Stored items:
BEGIN

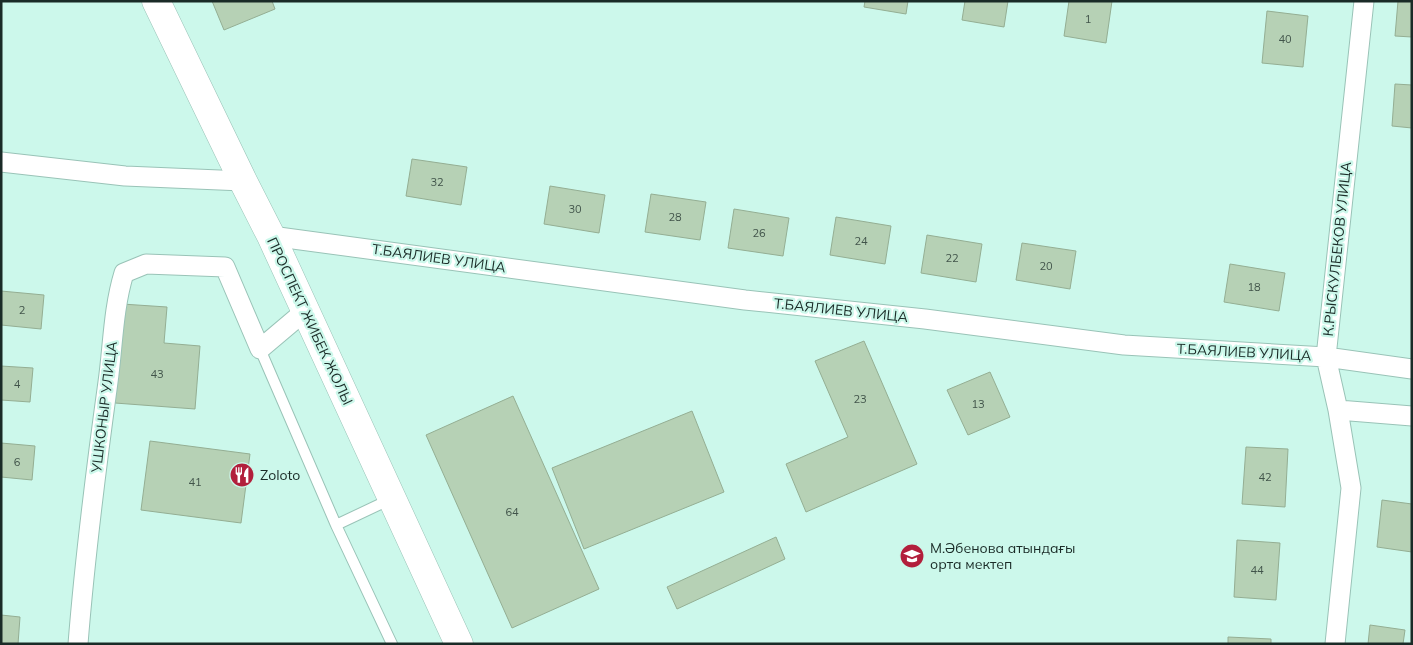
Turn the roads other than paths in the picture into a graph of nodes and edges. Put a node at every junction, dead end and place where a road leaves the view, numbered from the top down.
1 (156, 1) edge
2 (1364, 1) edge
3 (1, 162) edge
4 (243, 181) junction
5 (271, 236) junction
6 (305, 311) junction
7 (260, 349) junction
8 (1326, 357) junction
9 (1412, 369) edge
10 (1338, 410) junction
11 (1412, 416) edge
12 (392, 499) junction
13 (336, 525) junction
14 (78, 644) edge
15 (392, 644) edge
16 (459, 644) edge
17 (1335, 644) edge

1 - 4 main road, ПРОСПЕКТ ЖИБЕК ЖОЛЫ
2 - 8 street, К.РЫСКУЛБЕКОВ УЛИЦА
3 - 4 street
4 - 5 main road, ПРОСПЕКТ ЖИБЕК ЖОЛЫ
5 - 6 main road, ПРОСПЕКТ ЖИБЕК ЖОЛЫ
5 - 8 street, Т.БАЯЛИЕВ УЛИЦА
6 - 7 street
6 - 12 main road, ПРОСПЕКТ ЖИБЕК ЖОЛЫ
7 - 13 lane
7 - 14 street, УШКОНЫР УЛИЦА
8 - 9 street, Т.БАЯЛИЕВ УЛИЦА
8 - 10 street, К.РЫСКУЛБЕКОВ УЛИЦА
10 - 11 street
10 - 17 street, К.РЫСКУЛБЕКОВ УЛИЦА
12 - 13 lane
12 - 16 main road, ПРОСПЕКТ ЖИБЕК ЖОЛЫ
13 - 15 lane

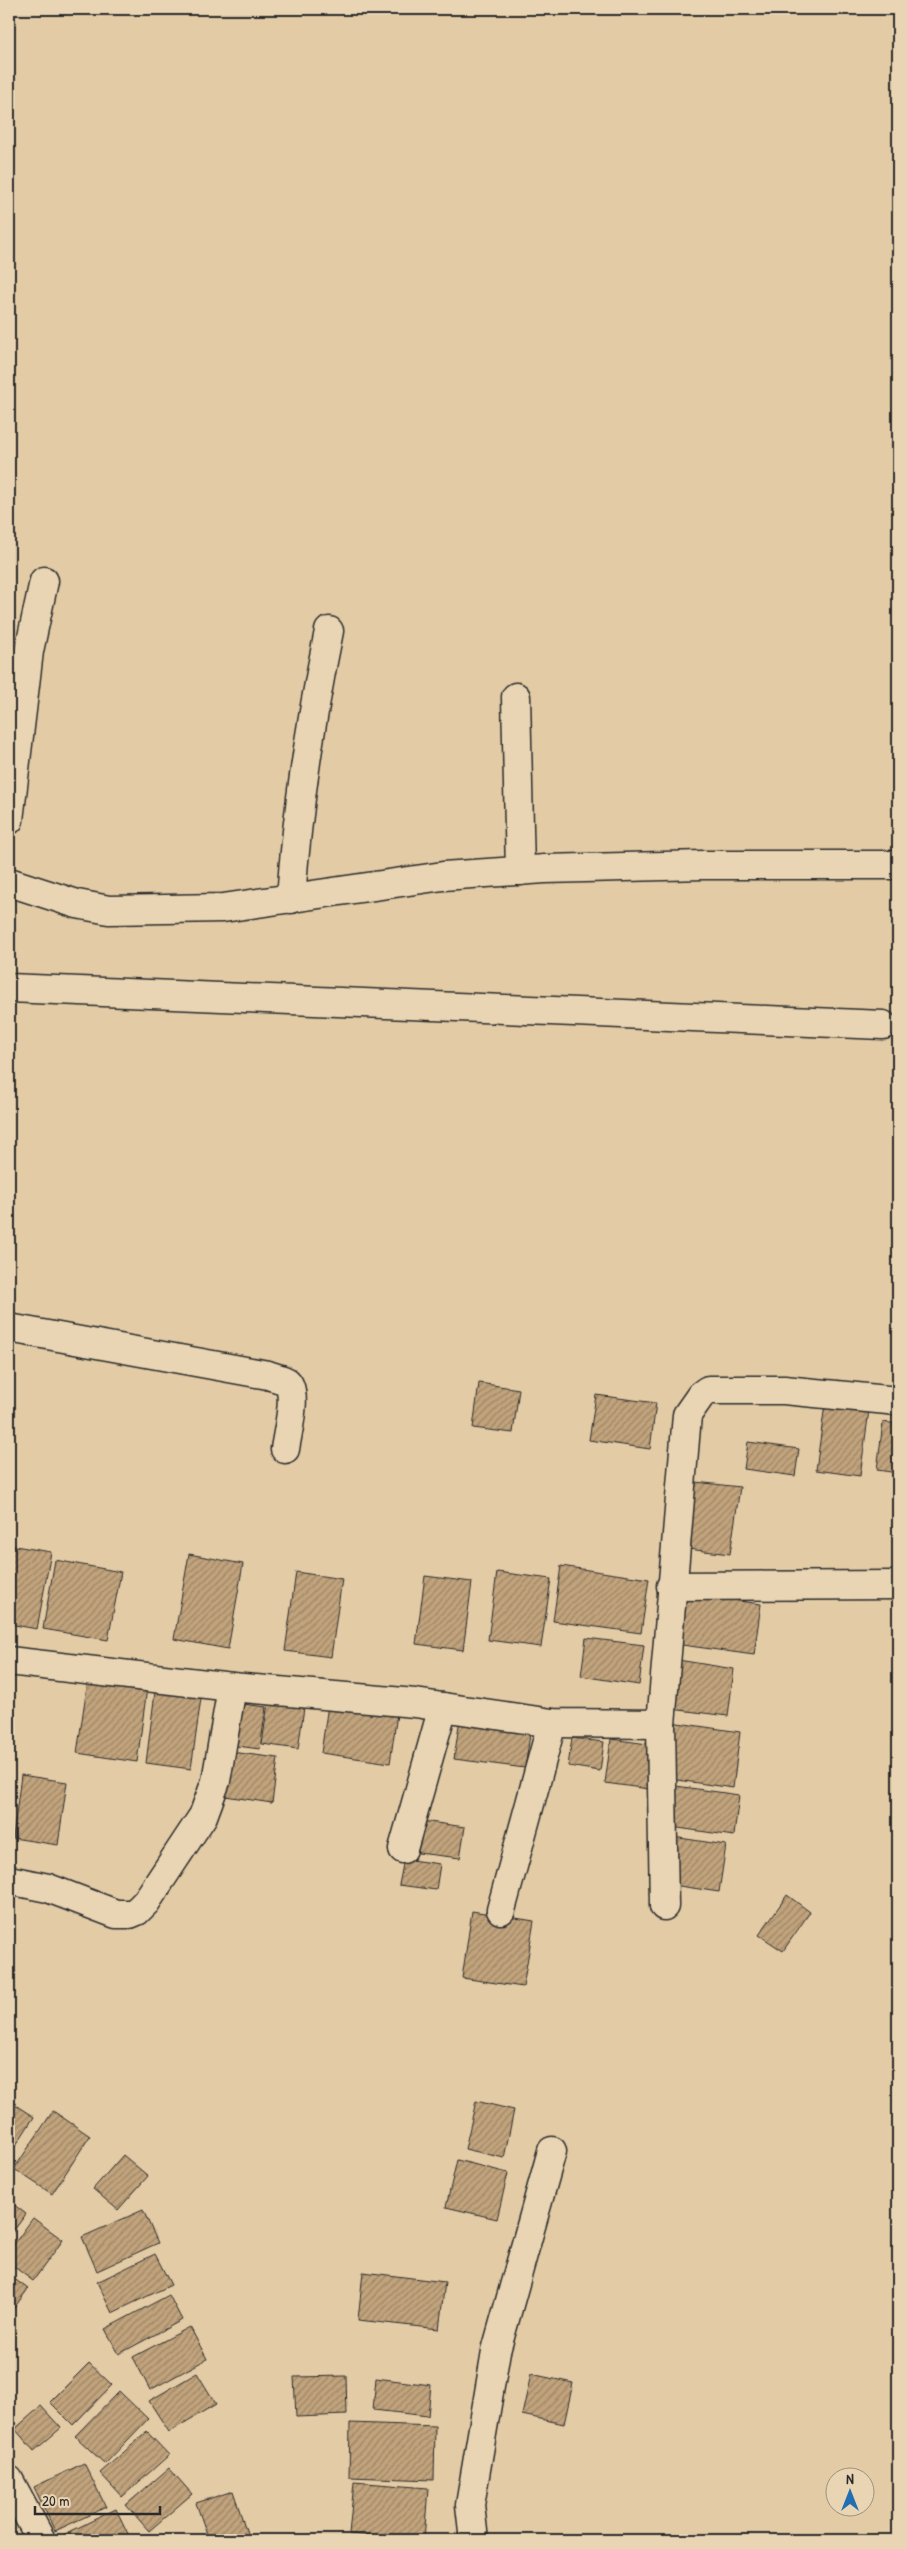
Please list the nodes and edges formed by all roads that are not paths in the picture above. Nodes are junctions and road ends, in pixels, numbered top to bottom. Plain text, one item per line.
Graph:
1 (44, 581) dead end
2 (328, 631) dead end
3 (516, 697) dead end
4 (9, 820) edge
5 (898, 865) edge
6 (520, 871) junction
7 (9, 882) edge
8 (291, 899) junction
9 (9, 988) edge
10 (883, 1025) dead end
11 (9, 1328) edge
12 (898, 1401) edge
13 (285, 1449) dead end
14 (898, 1585) edge
15 (671, 1586) junction
16 (9, 1661) edge
17 (232, 1687) junction
18 (443, 1707) junction
19 (552, 1723) junction
20 (661, 1724) junction
21 (403, 1850) dead end
22 (9, 1880) edge
23 (664, 1906) dead end
24 (501, 1910) dead end
25 (552, 2151) dead end
26 (9, 2480) edge
27 (41, 2540) edge
28 (474, 2540) edge

1 - 4 street
2 - 8 street
3 - 6 street
5 - 6 street
6 - 8 street
7 - 8 street
9 - 10 street
11 - 13 street
12 - 15 street
14 - 15 street
15 - 20 street
16 - 17 street
17 - 18 street
17 - 22 street
18 - 19 street
18 - 21 street
19 - 20 street
19 - 24 street
20 - 23 street
25 - 28 street
26 - 27 street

END

What is being asked → Here the job is to print all the data exactly, skipping any image.

The completed task →
Turn the roads other than paths in the picture into a graph of nodes and edges. Put a node at every junction, dead end and place where a road leaves the view, numbered from the top down.
1 (156, 1) edge
2 (1364, 1) edge
3 (1, 162) edge
4 (243, 181) junction
5 (271, 236) junction
6 (305, 311) junction
7 (260, 349) junction
8 (1326, 357) junction
9 (1412, 369) edge
10 (1338, 410) junction
11 (1412, 416) edge
12 (392, 499) junction
13 (336, 525) junction
14 (78, 644) edge
15 (392, 644) edge
16 (459, 644) edge
17 (1335, 644) edge

1 - 4 main road, ПРОСПЕКТ ЖИБЕК ЖОЛЫ
2 - 8 street, К.РЫСКУЛБЕКОВ УЛИЦА
3 - 4 street
4 - 5 main road, ПРОСПЕКТ ЖИБЕК ЖОЛЫ
5 - 6 main road, ПРОСПЕКТ ЖИБЕК ЖОЛЫ
5 - 8 street, Т.БАЯЛИЕВ УЛИЦА
6 - 7 street
6 - 12 main road, ПРОСПЕКТ ЖИБЕК ЖОЛЫ
7 - 13 lane
7 - 14 street, УШКОНЫР УЛИЦА
8 - 9 street, Т.БАЯЛИЕВ УЛИЦА
8 - 10 street, К.РЫСКУЛБЕКОВ УЛИЦА
10 - 11 street
10 - 17 street, К.РЫСКУЛБЕКОВ УЛИЦА
12 - 13 lane
12 - 16 main road, ПРОСПЕКТ ЖИБЕК ЖОЛЫ
13 - 15 lane

Please list the nodes and edges formed by all roads that are not paths in the picture above. Nodes are junctions and road ends, in pixels, numbered top to bottom. Plain text, one item per line.
Graph:
1 (44, 581) dead end
2 (328, 631) dead end
3 (516, 697) dead end
4 (9, 820) edge
5 (898, 865) edge
6 (520, 871) junction
7 (9, 882) edge
8 (291, 899) junction
9 (9, 988) edge
10 (883, 1025) dead end
11 (9, 1328) edge
12 (898, 1401) edge
13 (285, 1449) dead end
14 (898, 1585) edge
15 (671, 1586) junction
16 (9, 1661) edge
17 (232, 1687) junction
18 (443, 1707) junction
19 (552, 1723) junction
20 (661, 1724) junction
21 (403, 1850) dead end
22 (9, 1880) edge
23 (664, 1906) dead end
24 (501, 1910) dead end
25 (552, 2151) dead end
26 (9, 2480) edge
27 (41, 2540) edge
28 (474, 2540) edge

1 - 4 street
2 - 8 street
3 - 6 street
5 - 6 street
6 - 8 street
7 - 8 street
9 - 10 street
11 - 13 street
12 - 15 street
14 - 15 street
15 - 20 street
16 - 17 street
17 - 18 street
17 - 22 street
18 - 19 street
18 - 21 street
19 - 20 street
19 - 24 street
20 - 23 street
25 - 28 street
26 - 27 street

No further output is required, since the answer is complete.